- Film poster
- Directed by: Herbert Beigel
- Written by: Herbert Beigel
- Produced by: Scott Macaulay
- Starring: Paul Sand Jerry Stiller Zachary Taylor Elliott Gould
- Cinematography: Paul Gibson
- Edited by: Meg Reticker
- Music by: Evan Beigel Roy Nathanson
- Production company: Forensic Films
- Distributed by: Artistic License Films
- Release dates: March 21, 1996 (New York City); April 18, 1997 (U.S.);
- Running time: 99 minutes
- Country: United States

= Camp Stories =

Camp Stories is a 1996 independent comedy film written and directed by Herbert Beige. The film stars Paul Sand, Elliott Gould, Jerry Stiller, Zachary Taylor, and Jason Biggs. It takes a comic look at a Jewish summer camp in the 1950s. The film premiered in March 1996 and later received a limited theatrical release in April 18, 1997 in the United States.

==Plot==
In the summer of 1958, 15-year-old David Katz is constantly defying authority figures at Camp Ararat, an Orthodox Jewish summer camp in the Poconos that he is enrolled in. A movie buff, David would rather spend his time in movie theaters and tries to sneak away to a cinema. He especially riles the paranoid camp counsellor Chaim, who believes David is having an affair with his wife. The adolescent antics continue with the boys arranging midnight rendezvous at the nearby girls' camp. Among the camp staff, there is also a power struggle over who will succeed the camp’s founder, Schlomo, a conservative man who declares rock and roll music obscene.
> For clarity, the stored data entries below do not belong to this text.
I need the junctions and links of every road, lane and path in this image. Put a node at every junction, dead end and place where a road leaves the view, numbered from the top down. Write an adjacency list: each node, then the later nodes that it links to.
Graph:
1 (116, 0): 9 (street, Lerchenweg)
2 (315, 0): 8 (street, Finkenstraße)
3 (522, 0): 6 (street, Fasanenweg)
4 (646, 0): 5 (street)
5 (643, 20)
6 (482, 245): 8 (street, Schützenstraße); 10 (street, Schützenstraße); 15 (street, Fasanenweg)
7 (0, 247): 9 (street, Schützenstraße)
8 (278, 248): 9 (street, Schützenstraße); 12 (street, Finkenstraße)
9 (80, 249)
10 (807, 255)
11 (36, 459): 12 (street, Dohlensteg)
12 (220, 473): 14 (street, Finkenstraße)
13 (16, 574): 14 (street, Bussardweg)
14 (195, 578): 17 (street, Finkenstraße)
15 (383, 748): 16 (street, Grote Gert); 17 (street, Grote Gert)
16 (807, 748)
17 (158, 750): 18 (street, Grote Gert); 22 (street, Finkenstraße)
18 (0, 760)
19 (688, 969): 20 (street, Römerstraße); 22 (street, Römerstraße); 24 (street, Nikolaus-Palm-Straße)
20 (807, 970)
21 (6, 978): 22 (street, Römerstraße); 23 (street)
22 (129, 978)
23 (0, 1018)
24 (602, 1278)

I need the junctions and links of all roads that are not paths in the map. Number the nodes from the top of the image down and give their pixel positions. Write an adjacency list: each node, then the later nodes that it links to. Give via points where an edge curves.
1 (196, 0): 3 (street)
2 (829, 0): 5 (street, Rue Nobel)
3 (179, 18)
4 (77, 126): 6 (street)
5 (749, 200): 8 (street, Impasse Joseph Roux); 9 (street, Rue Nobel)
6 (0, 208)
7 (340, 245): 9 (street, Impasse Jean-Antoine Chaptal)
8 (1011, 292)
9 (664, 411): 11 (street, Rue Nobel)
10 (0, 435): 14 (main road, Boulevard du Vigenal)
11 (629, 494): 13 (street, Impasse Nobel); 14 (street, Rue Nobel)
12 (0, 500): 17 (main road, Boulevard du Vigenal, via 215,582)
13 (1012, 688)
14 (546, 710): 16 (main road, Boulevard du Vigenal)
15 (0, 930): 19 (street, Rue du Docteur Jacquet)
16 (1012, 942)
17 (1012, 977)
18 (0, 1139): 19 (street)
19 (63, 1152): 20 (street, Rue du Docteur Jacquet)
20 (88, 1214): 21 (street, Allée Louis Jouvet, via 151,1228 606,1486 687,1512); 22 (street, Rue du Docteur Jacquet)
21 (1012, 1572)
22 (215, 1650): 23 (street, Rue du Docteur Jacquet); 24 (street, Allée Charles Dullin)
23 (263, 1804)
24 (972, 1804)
The struggle comes down to Chaim and Moishe, the latter who sees David as a "good kid".

==Reception==
Stephen Holden of The New York Times praised the film, asserting that it is "more honest than most 1950s nostalgia films in its portrayal of teen-age life." Holden added "the political jockeying among staff members to succeed the camp's ultraconservative founder, Schlomo (Jerry Stiller), mirrors the cultural conflicts just beginning to surface in America (and in Judaism), symbolized by the bubbling up of rock-and-roll." Holden also concluded that this "tender" film is "beautifully acted".

Other reviews found the film cliché-ridden. Kevin Thomas of the Los Angeles Times wrote "Beigel’s clear commitment to his people and their stories and some good actors--Taylor, especially--keep us involved, even though the film tends to be repetitious", and said the film surprisingly lacks scenes of "religious observance and instruction".